Ofiuco è colui che domina il serpente oppure colui che porta il serpente: il suo corpo divide la costellazione del serpente in due parti, la Testa del Serpente e la Coda del Serpente, considerate un’unica costellazione.
Ofiuco è il Centro dell’Eden, proprio dove Dio pose l’Albero della Vita, affinché l’uomo non allungasse la mano e ne prendesse, diventando immortale.
Ofiuco è il Centro della Ruota dello Zodiaco, ma non ne fa parte. Di quel Centro immortale ci è dato solo un involucro, una corazza, uno scudo, una veste.
Così scopriamo che il morbido Vello dell’Ariete è una pelle di Serpente, quello stesso serpente che ha ingannato Eva nell’Eden. Nella sua pelle scorgiamo distintamente le squame del tempo che scorre, ma del Serpente non vi è traccia.
La Madre ha già mutato forma, ci è sfuggita, di nuovo.

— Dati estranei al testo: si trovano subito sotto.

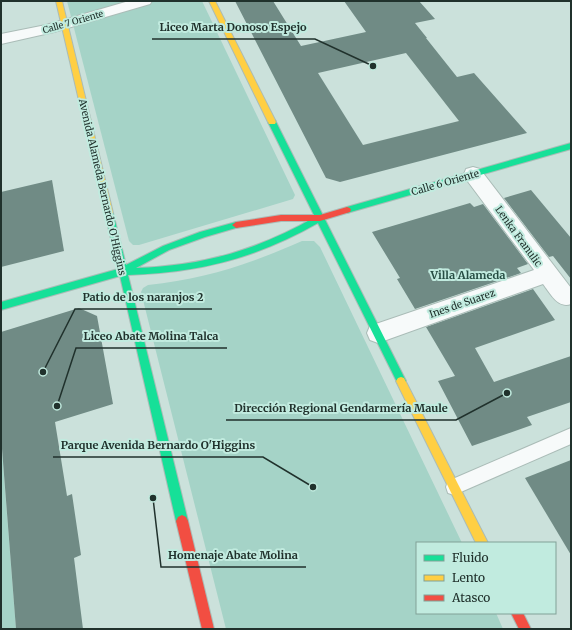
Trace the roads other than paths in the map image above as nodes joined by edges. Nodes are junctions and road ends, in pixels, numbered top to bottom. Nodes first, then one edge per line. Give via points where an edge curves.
1 (59, 1) edge
2 (145, 1) edge
3 (212, 1) edge
4 (65, 24) junction
5 (1, 39) edge
6 (571, 146) edge
7 (473, 174) junction
8 (320, 218) junction
9 (544, 271) junction
10 (122, 272) junction
11 (566, 297) dead end
12 (1, 306) edge
13 (378, 333) junction
14 (571, 436) edge
15 (454, 487) junction
16 (482, 542) edge
17 (517, 614) edge
18 (208, 629) edge
19 (524, 629) edge

1 - 4 main road, Avenida Alameda Bernardo O'Higgins
2 - 4 street, Calle 7 Oriente
3 - 8 main road
4 - 5 street, Calle 7 Oriente
4 - 10 main road, Avenida Alameda Bernardo O'Higgins
6 - 7 main road, Calle 6 Oriente
7 - 8 main road, Calle 6 Oriente
7 - 9 street, Lenka Franulic
8 - 10 main road, Calle 6 Oriente via 291,217 218,230 165,248
8 - 10 main road, Calle 6 Oriente via 270,245 236,258 197,267 142,273
8 - 13 main road
9 - 11 street, Lenka Franulic
9 - 13 street, Ines de Suarez via 543,275
10 - 12 main road, Calle 6 Oriente
10 - 18 main road, Avenida Alameda Bernardo O'Higgins
13 - 15 main road
14 - 15 lane
15 - 16 main road
17 - 19 main road

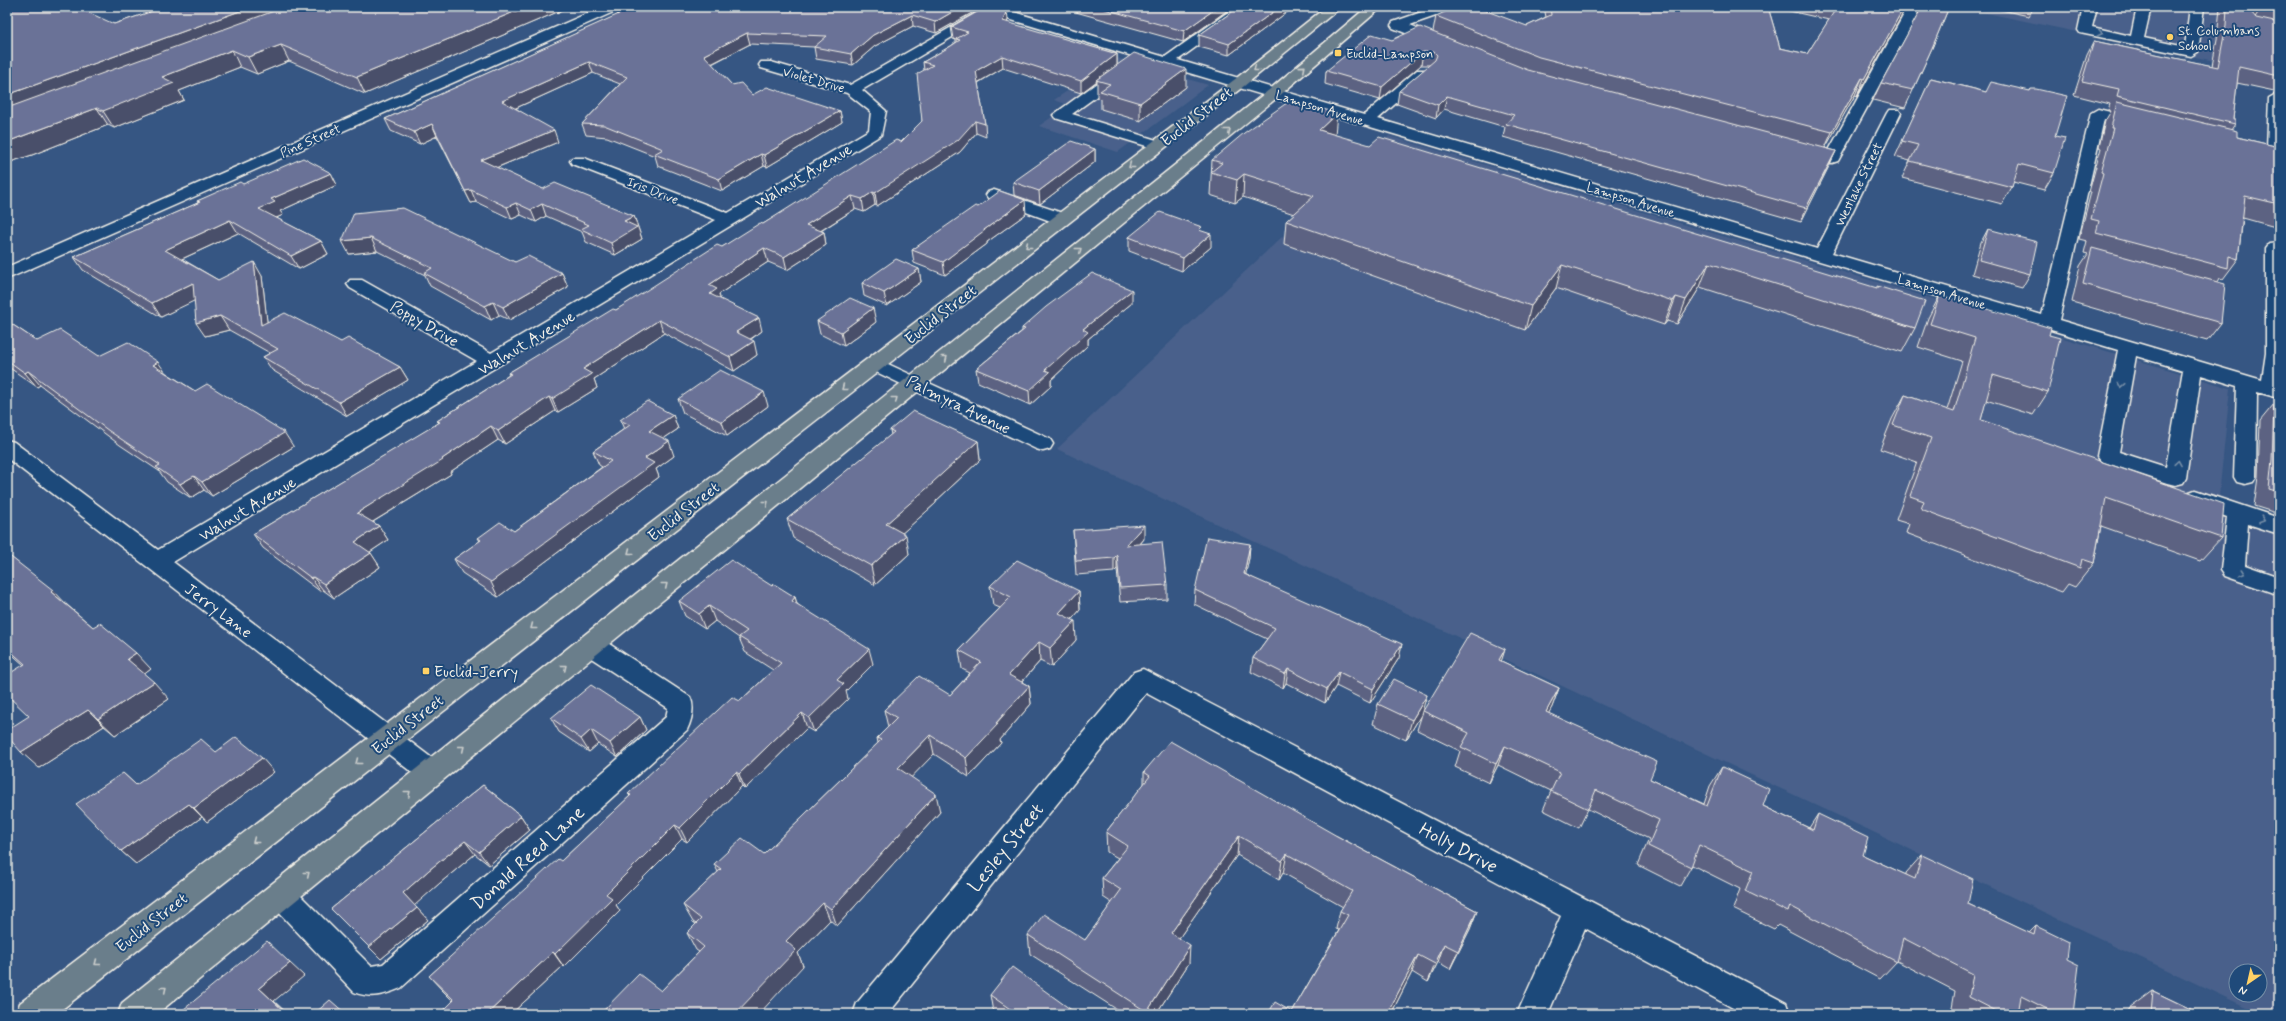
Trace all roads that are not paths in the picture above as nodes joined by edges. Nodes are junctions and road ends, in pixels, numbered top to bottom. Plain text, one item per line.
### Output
1 (613, 7) edge
2 (1244, 7) edge
3 (1334, 7) edge
4 (1375, 7) edge
5 (1448, 7) edge
6 (1880, 7) edge
7 (2090, 7) edge
8 (2144, 7) edge
9 (2198, 7) edge
10 (989, 8) edge
11 (2137, 41) junction
12 (1457, 49) edge
13 (1145, 55) junction
14 (1167, 62) junction
15 (766, 65) dead end
16 (1427, 69) edge
17 (1239, 83) junction
18 (852, 90) junction
19 (1274, 93) junction
20 (2279, 99) edge
21 (879, 111) joint
22 (1894, 113) dead end
23 (1367, 121) junction
24 (2152, 126) edge
25 (1158, 145) junction
26 (1794, 148) edge
27 (2279, 149) edge
28 (578, 161) dead end
29 (994, 195) edge
30 (728, 219) junction
31 (1062, 219) junction
32 (2279, 248) edge
33 (1822, 256) junction
34 (7, 274) edge
35 (356, 284) dead end
36 (2049, 323) junction
37 (2128, 347) junction
38 (2277, 352) edge
39 (493, 362) junction
40 (875, 364) junction
41 (2193, 366) junction
42 (2247, 382) junction
43 (915, 383) junction
44 (2275, 390) edge
45 (1042, 444) dead end
46 (7, 447) edge
47 (2119, 459) junction
48 (2244, 478) dead end
49 (2238, 512) junction
50 (2279, 526) edge
51 (156, 562) junction
52 (2279, 586) edge
53 (591, 645) junction
54 (1143, 679) joint
55 (389, 738) junction
56 (432, 773) junction
57 (281, 895) junction
58 (1578, 910) junction
59 (31, 1014) edge
60 (133, 1014) edge
61 (868, 1014) edge
62 (1532, 1014) edge
63 (1775, 1014) edge

1 - 34 street, Pine Street
2 - 14 street
3 -> 17 main road, Euclid Street
19 -> 4 main road, Euclid Street
5 - 12 street
6 - 26 street
7 -> 11 street
8 - 11 street
9 - 11 street
10 - 13 street, Lampson Avenue
10 - 18 street
13 - 14 street, Lampson Avenue
13 - 25 street
14 - 17 street, Lampson Avenue
15 - 18 street, Violet Drive
16 - 23 street
17 - 19 street, Lampson Avenue
17 - 25 main road, Euclid Street
18 - 21 street, Violet Drive
19 - 23 street, Lampson Avenue
43 -> 19 main road, Euclid Street
20 - 27 street
21 - 30 street, Walnut Avenue
22 - 33 street, Westlake Street
23 - 33 street, Lampson Avenue
24 - 36 street
25 -> 31 main road, Euclid Street
28 - 30 street, Iris Drive
29 - 31 street
30 - 39 street, Walnut Avenue
31 -> 40 main road, Euclid Street
32 - 38 street
33 - 36 street, Lampson Avenue
35 - 39 street, Poppy Drive
36 - 37 street, Lampson Avenue
37 - 41 street, Lampson Avenue
37 -> 47 street
38 - 44 street
39 - 51 street, Walnut Avenue
40 - 43 street, Palmyra Avenue
40 -> 55 main road, Euclid Street
41 - 42 street, Lampson Avenue
47 -> 41 street
42 - 44 street, Lampson Avenue
42 - 48 street
43 - 45 street, Palmyra Avenue
53 -> 43 main road, Euclid Street
46 - 51 street, Jerry Lane
47 - 49 street
49 -> 50 street
49 -> 52 street
51 - 55 street, Jerry Lane
56 -> 53 main road, Euclid Street
53 - 57 street, Donald Reed Lane
54 - 58 street, Holly Drive
54 - 61 street, Lesley Street
55 - 56 street, Jerry Lane
55 -> 59 main road, Euclid Street
57 -> 56 main road, Euclid Street
60 -> 57 main road, Euclid Street
58 - 62 street
58 - 63 street, Holly Drive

Lei è la radice di ogni esistenza, da lei i mondi si sono manifestati, da lei sono sostenuti e da lei, infine, verranno riassorbiti. Lei è la Sposa del Dio, ma è anche il suo potere, mentre Egli, immobile, si limita a suscitare l’azione. Egli è l’Essere, l’immutabilità, il motore immobile.
Nell’induismo è ben nota l’iconografia della danza della Shakti fatta di fiamma, sul corpo disteso e immobile di Shiva. Shiva è colui che porta il tridente, come Poseidone, che con il tridente scuote la terra e ne fa zampillare le sorgenti.
Bisognerebbe comprendere cosa è andato storto quel Giorno della Genesi, e redimersi da quella punizione che ci priva dell’immortalità. Si dice che sia il Cantico dei Cantici, il superlativo canto d’amore, a contenere le indicazioni per rimediare all’errore commesso nella Genesi.
La sua mano sinistra è sotto il mio capo e la sua destra mi abbraccia.
Così dice la dolce fanciulla del Cantico, descrivendo il suo amato che Ella brama più di ogni altra cosa. Questo loro abbraccio è il Segno dell’Amore che permea il Creato, la danza della vita e della morte. La sibillina frase della Sulamita è un chiaro riferimento astronomico a Ofiuco, dedicato a chi sa comprendere.